→ WHAT THIS TASK INVOLVES
All of the records below need to be written out exactly, but without the pictures.

# # #

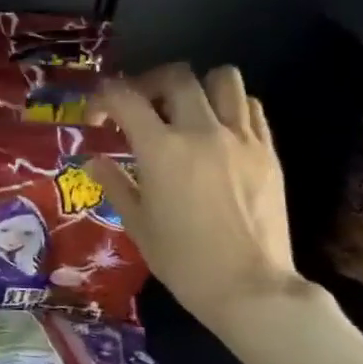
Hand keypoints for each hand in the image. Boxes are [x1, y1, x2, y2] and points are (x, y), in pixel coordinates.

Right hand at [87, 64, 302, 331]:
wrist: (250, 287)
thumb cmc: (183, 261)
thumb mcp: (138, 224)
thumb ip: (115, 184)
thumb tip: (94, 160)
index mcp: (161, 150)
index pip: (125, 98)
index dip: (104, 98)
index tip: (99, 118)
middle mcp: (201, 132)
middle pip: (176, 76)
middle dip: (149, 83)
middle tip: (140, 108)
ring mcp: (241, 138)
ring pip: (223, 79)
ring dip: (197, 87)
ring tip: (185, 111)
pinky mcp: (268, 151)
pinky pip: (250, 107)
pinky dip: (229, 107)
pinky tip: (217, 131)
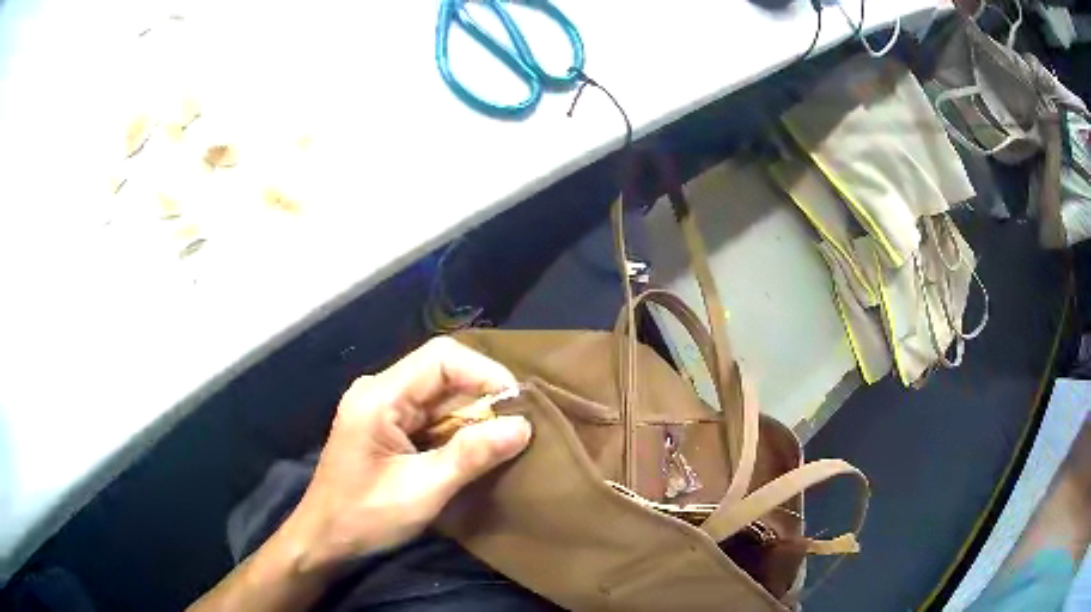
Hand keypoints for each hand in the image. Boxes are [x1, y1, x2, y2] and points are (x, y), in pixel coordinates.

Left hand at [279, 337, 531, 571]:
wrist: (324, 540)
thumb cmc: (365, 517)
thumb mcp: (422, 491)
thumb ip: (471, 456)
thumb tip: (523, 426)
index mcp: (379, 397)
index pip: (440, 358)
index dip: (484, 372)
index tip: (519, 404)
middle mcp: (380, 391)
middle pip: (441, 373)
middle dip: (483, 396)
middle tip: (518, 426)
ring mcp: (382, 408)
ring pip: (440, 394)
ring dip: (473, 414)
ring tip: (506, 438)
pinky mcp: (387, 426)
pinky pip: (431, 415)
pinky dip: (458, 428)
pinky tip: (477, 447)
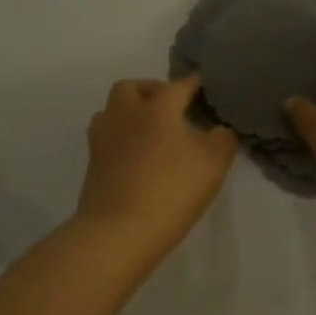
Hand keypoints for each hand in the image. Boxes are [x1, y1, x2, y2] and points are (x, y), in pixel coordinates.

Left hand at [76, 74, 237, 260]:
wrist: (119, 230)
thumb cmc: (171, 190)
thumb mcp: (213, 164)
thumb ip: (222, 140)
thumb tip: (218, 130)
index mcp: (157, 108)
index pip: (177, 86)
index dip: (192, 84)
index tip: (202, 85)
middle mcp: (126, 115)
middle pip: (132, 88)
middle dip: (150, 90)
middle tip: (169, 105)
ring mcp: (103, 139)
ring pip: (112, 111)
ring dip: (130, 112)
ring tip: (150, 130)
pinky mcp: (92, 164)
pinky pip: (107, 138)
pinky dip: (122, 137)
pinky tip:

# # #

→ TASK ANSWER
Hand keypoints for each hand in the image. Boxes are [x1, y1, x2, y2] and points are (x, y), in pixel coordinates.

Right hand at [87, 64, 302, 331]:
wrist: (250, 287)
thumb cmc: (183, 261)
thumb mcp: (138, 224)
thumb ip: (115, 184)
thumb tip: (94, 160)
index mcp: (161, 150)
index pip: (125, 98)
index dip: (104, 98)
index tip: (99, 118)
middle mcp: (201, 132)
middle pip: (176, 76)
middle dip: (149, 83)
middle tip: (140, 108)
ring mcp: (241, 138)
ring pip: (223, 79)
ring dip: (197, 87)
ring tip: (185, 111)
pinky mcp: (268, 151)
pinky pip: (250, 107)
pinky dip: (229, 107)
pinky tip: (217, 131)
Hand keypoints for each hand in the image. Boxes are [x1, y1, x2, y2] and points are (x, y), in pixel coordinates.

Left hand at [279, 337, 531, 571]:
wrist: (324, 540)
thumb cmc: (365, 517)
thumb mcp: (422, 491)
thumb ip: (471, 456)
thumb tip: (523, 426)
index mcp: (379, 397)
index pip: (440, 358)
index dip: (484, 372)
index tip: (519, 404)
middle mcp: (380, 391)
middle pip: (441, 373)
middle dip: (483, 396)
middle tip: (518, 426)
ring mcp: (382, 408)
ring pip: (440, 394)
ring dip: (473, 414)
ring tip: (506, 438)
pinky mcp: (387, 426)
pinky pip: (431, 415)
pinky dip: (458, 428)
pinky tip: (477, 447)
Hand keypoints for each hand in the image. Boxes are [x1, y1, x2, y2] and points are (x, y), in pixel coordinates.

Left hand at [76, 74, 237, 260]:
wrist: (119, 230)
thumb cmc: (171, 190)
thumb mcp: (213, 164)
thumb ip: (222, 140)
thumb tip: (218, 130)
index mcp: (157, 108)
index pip: (177, 86)
index dip: (192, 84)
index tip: (202, 85)
middle mcp: (126, 115)
middle pip: (132, 88)
middle dip: (150, 90)
middle tip: (169, 105)
ring mcp: (103, 139)
ring pip: (112, 111)
ring dip: (130, 112)
ring tip: (150, 130)
pinky mcp: (92, 164)
pinky pip: (107, 138)
pinky dip: (122, 137)
pinky tip:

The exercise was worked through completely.